Problem description: Lines in the data below that contain the word "points" are to be copied.

----

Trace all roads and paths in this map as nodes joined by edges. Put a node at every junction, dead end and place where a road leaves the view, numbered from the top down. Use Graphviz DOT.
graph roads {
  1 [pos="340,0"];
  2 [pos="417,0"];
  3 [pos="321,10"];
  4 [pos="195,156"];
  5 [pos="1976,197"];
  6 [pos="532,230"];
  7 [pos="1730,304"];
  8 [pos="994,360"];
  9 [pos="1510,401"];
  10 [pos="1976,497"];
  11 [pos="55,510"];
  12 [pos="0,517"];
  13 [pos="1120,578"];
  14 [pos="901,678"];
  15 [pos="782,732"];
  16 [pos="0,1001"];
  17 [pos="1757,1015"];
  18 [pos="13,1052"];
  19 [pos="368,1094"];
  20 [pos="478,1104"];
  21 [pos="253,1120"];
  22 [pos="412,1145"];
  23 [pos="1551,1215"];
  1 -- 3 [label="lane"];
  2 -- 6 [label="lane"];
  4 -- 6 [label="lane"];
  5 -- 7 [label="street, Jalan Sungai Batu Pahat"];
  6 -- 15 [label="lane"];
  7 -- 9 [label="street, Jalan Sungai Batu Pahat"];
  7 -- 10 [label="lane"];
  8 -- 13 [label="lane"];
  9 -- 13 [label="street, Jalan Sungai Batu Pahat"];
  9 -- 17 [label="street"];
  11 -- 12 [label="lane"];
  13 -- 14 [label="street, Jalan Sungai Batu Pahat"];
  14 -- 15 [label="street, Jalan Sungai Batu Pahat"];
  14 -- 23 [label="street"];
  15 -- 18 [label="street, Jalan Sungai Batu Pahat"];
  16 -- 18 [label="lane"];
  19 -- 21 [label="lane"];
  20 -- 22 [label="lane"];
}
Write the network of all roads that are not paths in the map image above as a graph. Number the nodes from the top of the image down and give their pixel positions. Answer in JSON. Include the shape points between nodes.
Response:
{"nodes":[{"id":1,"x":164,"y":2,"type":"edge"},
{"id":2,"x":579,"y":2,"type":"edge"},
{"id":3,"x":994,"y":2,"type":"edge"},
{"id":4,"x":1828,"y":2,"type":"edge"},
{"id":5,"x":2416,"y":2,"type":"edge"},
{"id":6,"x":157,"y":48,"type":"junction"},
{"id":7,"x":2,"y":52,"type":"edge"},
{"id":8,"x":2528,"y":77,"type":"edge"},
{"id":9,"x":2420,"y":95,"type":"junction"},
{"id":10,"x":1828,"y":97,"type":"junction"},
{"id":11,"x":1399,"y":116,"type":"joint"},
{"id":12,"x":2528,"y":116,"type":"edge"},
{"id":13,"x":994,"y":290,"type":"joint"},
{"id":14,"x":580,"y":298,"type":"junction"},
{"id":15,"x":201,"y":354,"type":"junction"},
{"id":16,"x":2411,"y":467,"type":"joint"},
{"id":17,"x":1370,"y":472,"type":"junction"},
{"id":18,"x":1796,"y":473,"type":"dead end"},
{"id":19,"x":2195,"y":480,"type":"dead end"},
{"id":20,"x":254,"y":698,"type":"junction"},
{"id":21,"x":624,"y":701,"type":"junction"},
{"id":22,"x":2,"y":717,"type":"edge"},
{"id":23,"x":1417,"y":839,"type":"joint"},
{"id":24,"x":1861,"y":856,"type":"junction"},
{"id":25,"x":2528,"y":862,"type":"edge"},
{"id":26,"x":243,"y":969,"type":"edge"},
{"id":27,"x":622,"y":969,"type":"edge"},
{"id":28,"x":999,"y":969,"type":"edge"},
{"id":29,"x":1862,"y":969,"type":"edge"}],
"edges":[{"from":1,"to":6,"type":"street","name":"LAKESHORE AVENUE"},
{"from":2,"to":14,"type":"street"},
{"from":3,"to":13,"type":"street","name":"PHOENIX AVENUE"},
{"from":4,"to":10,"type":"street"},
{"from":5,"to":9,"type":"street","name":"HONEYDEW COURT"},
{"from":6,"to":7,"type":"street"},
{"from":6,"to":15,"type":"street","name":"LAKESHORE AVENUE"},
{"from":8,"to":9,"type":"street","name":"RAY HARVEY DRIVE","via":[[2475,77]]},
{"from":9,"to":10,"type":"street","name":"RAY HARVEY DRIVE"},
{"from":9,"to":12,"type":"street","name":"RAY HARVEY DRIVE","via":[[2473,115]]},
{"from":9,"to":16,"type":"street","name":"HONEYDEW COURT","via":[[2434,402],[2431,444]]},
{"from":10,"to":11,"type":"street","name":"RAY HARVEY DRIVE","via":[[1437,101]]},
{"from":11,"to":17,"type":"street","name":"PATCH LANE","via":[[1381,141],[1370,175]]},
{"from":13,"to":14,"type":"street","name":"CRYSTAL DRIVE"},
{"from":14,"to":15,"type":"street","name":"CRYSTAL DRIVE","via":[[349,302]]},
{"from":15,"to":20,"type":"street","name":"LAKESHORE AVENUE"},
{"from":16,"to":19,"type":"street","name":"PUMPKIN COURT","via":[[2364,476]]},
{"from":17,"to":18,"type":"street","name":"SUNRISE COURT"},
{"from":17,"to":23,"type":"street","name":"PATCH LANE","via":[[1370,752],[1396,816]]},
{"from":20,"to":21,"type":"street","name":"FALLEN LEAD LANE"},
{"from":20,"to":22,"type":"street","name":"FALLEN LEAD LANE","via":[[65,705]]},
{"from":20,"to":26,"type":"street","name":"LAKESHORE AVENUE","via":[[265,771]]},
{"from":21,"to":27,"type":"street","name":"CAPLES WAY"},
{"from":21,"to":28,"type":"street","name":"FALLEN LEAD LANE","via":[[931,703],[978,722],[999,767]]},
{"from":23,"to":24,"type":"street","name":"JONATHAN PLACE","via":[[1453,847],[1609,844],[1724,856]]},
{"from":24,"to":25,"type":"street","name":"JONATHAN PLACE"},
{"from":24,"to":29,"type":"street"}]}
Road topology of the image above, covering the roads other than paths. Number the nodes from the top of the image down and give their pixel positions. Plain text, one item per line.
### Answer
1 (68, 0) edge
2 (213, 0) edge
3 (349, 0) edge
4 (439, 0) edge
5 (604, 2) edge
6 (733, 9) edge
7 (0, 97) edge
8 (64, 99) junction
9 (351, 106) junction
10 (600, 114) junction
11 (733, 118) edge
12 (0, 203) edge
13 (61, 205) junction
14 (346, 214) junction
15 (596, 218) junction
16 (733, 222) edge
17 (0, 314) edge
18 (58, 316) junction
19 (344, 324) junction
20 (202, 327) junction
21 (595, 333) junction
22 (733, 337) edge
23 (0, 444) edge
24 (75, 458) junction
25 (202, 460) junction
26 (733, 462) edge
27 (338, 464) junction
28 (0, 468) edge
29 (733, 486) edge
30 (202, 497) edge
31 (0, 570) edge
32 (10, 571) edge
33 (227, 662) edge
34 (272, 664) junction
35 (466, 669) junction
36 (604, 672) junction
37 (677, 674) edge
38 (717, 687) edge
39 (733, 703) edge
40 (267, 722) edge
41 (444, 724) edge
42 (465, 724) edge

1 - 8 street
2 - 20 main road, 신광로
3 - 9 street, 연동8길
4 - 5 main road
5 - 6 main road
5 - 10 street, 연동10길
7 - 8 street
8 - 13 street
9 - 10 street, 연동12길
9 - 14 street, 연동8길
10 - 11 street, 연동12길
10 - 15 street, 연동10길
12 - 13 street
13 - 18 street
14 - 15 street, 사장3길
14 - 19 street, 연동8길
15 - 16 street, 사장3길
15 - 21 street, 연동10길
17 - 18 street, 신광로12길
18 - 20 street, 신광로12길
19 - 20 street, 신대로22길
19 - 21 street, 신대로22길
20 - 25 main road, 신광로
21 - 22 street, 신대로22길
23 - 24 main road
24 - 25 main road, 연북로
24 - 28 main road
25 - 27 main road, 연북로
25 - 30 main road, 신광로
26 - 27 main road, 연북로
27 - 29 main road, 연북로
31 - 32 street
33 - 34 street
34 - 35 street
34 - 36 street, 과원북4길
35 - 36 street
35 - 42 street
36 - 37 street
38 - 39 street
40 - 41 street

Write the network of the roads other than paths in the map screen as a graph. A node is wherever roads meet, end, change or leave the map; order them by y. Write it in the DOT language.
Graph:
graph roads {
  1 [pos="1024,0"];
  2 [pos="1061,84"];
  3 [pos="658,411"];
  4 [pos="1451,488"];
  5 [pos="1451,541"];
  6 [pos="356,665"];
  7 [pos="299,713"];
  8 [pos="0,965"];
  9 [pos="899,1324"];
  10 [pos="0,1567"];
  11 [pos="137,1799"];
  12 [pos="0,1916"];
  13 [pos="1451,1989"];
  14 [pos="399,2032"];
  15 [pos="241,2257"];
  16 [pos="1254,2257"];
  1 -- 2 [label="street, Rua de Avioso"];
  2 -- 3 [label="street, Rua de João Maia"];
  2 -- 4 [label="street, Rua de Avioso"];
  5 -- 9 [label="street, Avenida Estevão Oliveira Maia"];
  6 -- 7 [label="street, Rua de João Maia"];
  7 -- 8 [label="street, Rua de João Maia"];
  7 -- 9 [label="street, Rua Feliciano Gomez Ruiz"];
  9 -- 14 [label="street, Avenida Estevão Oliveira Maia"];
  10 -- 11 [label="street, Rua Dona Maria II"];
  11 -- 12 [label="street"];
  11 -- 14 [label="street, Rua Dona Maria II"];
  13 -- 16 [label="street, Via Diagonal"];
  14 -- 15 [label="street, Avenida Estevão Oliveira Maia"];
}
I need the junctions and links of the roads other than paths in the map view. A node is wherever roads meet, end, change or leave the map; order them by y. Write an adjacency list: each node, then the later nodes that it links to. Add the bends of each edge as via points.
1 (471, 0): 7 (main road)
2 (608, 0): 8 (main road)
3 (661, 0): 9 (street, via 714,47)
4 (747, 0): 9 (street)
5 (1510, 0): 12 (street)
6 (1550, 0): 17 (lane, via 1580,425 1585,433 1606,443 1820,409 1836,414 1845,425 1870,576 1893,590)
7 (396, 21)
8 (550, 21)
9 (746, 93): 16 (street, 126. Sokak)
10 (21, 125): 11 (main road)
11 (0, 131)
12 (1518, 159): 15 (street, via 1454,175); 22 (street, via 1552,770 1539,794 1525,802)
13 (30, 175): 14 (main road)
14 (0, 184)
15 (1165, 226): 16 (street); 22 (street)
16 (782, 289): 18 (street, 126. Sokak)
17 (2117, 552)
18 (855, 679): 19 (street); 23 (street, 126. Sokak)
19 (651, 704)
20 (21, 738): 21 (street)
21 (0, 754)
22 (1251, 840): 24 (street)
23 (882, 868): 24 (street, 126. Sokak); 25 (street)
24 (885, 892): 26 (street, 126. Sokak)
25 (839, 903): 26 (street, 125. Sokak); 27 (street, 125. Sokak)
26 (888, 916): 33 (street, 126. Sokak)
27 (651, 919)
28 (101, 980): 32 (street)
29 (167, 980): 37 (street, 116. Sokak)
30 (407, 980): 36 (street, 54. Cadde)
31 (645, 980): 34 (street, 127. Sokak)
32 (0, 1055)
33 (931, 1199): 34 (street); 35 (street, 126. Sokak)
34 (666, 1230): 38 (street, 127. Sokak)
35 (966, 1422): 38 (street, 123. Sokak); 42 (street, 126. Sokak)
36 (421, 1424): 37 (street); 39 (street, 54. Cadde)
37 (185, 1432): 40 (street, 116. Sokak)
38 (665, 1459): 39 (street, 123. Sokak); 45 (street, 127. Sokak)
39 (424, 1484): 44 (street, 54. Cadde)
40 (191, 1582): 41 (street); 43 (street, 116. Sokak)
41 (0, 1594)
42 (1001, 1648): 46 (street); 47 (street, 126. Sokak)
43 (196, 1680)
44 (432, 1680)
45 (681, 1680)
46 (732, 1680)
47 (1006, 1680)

----

Your solution:
Write the network of all roads that are not paths in the map image above as a graph. Number the nodes from the top of the image down and give their pixel positions. Answer in JSON. Include the shape points between nodes.
I need the junctions and links of the roads other than paths in the map view. A node is wherever roads meet, end, change or leave the map; order them by y. Write an adjacency list: each node, then the later nodes that it links to. Add the bends of each edge as via points.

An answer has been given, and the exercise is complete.